SkewbyTwo, so many have already died and suffered unnecessarily as a result of being 'rescued' by TEHP, so in some cases, yes, their fate was/is worse! There are systems in place in Egypt to help/treat/support horses/animals and owners which do the job. This outfit simply doesn't do the job, no matter what the FB page might say and what pictures they might post. Today they have posted pics of  shetland pony which is taken very far away from their stables in Nazlet Samman. Since they claim that they are struggling to take care of the animals already in their care, why would they be going all the way out to Saqqara/Abu Sir to wipe the eyes of a pony owned by extremely rich owners?  People on the ground and who have visited, and most importantly know something about equine care, will tell you in flash that things are simply wrong at that place. I also think that Ashleigh may have started with the right intentions, but I don't agree that she was coerced, she is a leader not a follower.


----------



## Dobiegirl (6 April 2014)

No updates on any of the resident horses since the 26th March, this is very worrying and locals report the gates are shut, meanwhile they continue to take donations and as Sheikha says post pictures of other equines not at their stables.


----------



## Ponytails (6 April 2014)

I see that a kind lady who painted auctioned some paintings, has given them just over £350. Will wait for the next begging plea for feed or rent monies to be asked for. How the admin can still sit there, when they have only posted statements from one of the 5 accounts, is beyond me :/


----------



## Dobiegirl (11 April 2014)

It would appear that TEHP have reverted to type and are trying to cause mischief for members of the Q & As group, they are sending out disgusting pms and have hacked into another members account and are sending abusive racial comments in her name to other groups.

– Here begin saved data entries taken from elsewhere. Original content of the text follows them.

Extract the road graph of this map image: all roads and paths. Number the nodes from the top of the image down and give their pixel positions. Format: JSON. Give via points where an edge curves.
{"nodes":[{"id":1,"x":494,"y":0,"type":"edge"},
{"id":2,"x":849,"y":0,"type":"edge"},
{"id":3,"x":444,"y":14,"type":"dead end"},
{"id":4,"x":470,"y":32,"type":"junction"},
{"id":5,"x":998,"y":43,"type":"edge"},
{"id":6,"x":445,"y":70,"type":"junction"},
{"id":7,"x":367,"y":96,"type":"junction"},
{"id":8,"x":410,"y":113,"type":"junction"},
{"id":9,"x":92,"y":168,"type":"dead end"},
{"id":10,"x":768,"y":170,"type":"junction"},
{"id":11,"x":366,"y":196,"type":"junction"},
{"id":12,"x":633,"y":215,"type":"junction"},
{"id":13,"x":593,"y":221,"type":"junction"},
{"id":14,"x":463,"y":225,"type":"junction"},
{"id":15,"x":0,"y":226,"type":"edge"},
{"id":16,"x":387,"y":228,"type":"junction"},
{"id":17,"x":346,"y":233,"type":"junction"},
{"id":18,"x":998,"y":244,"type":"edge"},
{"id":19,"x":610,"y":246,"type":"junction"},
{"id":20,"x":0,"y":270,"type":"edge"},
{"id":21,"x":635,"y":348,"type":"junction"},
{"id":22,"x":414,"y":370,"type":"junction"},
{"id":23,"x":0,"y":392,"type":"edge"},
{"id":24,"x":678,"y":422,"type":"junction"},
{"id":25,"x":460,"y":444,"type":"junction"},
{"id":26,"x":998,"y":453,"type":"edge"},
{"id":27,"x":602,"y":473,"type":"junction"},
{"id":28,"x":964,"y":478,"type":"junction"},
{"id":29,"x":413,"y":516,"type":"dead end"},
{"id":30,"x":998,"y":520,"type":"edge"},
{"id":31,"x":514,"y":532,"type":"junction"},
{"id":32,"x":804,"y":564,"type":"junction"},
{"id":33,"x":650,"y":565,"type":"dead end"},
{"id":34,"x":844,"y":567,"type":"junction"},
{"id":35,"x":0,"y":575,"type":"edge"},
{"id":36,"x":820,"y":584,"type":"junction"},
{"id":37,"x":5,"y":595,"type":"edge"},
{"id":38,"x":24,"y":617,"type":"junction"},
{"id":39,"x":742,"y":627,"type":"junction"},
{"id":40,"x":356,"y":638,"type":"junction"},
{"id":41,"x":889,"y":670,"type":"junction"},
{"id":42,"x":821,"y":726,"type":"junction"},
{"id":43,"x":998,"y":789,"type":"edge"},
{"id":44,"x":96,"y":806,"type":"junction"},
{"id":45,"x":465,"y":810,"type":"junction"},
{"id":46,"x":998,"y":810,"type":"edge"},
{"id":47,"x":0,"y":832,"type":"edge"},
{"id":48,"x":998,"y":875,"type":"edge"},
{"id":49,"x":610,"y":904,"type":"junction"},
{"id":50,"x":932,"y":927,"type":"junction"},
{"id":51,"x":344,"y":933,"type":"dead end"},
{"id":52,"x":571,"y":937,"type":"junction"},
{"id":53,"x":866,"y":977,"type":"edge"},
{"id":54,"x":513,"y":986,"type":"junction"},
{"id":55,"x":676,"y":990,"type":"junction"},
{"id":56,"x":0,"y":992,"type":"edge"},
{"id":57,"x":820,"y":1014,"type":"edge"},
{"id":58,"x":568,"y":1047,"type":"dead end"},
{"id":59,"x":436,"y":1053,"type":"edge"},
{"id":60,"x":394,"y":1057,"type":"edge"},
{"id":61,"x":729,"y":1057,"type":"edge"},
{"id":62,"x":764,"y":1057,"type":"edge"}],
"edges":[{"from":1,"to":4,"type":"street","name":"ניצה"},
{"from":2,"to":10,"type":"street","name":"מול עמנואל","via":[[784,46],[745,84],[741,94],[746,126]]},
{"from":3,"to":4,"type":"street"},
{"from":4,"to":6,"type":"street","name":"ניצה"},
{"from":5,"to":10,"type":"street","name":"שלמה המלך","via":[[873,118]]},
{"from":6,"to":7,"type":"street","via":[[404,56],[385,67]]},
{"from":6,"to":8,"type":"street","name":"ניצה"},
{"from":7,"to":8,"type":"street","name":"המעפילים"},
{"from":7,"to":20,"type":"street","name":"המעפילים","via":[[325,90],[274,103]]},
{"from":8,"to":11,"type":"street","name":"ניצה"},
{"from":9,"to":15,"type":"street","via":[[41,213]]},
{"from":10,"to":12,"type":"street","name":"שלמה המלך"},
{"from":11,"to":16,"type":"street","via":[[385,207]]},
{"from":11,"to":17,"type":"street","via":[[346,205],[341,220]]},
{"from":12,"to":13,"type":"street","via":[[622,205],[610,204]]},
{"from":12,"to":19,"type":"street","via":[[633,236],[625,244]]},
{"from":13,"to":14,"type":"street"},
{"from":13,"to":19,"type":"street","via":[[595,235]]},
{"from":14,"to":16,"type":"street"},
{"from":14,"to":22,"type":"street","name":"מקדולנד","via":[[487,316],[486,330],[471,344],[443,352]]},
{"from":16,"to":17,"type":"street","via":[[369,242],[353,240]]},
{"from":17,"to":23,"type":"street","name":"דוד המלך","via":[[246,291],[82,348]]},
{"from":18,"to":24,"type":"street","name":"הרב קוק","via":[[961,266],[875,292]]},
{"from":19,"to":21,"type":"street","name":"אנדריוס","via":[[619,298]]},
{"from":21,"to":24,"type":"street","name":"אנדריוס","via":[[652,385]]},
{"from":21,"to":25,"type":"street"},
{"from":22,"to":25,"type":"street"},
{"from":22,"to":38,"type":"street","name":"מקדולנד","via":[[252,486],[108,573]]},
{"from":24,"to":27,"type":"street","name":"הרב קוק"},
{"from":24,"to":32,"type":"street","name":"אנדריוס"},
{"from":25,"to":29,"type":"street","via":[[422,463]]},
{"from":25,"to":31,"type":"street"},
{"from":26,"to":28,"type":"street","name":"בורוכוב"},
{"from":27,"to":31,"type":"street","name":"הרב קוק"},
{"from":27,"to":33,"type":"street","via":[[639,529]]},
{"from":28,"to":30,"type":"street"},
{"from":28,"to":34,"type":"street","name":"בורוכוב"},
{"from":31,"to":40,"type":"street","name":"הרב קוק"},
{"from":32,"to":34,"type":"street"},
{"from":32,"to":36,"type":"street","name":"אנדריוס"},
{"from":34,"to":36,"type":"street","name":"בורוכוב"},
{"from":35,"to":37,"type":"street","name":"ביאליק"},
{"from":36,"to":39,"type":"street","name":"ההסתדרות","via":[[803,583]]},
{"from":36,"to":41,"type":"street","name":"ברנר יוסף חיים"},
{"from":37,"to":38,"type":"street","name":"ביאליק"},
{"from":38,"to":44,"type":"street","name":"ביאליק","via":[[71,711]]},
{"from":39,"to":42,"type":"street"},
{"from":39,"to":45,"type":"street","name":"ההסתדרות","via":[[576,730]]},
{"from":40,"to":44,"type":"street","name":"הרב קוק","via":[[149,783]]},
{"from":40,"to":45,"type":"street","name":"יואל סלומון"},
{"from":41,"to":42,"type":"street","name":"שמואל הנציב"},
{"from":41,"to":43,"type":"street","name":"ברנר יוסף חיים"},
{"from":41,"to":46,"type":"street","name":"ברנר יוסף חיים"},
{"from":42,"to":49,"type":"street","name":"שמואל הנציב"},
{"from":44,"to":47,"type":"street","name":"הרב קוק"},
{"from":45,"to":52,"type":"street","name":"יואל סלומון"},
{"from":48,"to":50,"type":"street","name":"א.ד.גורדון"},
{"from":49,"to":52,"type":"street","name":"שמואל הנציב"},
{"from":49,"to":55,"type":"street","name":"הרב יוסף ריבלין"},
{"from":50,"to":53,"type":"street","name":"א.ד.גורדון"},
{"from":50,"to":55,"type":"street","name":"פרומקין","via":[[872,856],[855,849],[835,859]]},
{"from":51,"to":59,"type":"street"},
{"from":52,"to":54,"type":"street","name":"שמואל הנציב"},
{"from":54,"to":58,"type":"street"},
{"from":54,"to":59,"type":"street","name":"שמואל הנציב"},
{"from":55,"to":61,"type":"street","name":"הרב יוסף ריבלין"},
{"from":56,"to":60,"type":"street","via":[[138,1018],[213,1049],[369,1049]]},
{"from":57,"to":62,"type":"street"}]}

This has all been handed to the police and will be used in the ongoing fraud investigation.


----------



## sheikha (11 April 2014)

Dobiegirl said:



			It would appear that TEHP have reverted to type and are trying to cause mischief for members of the Q & As group, they are sending out disgusting pms and have hacked into another members account and are sending abusive racial comments in her name to other groups.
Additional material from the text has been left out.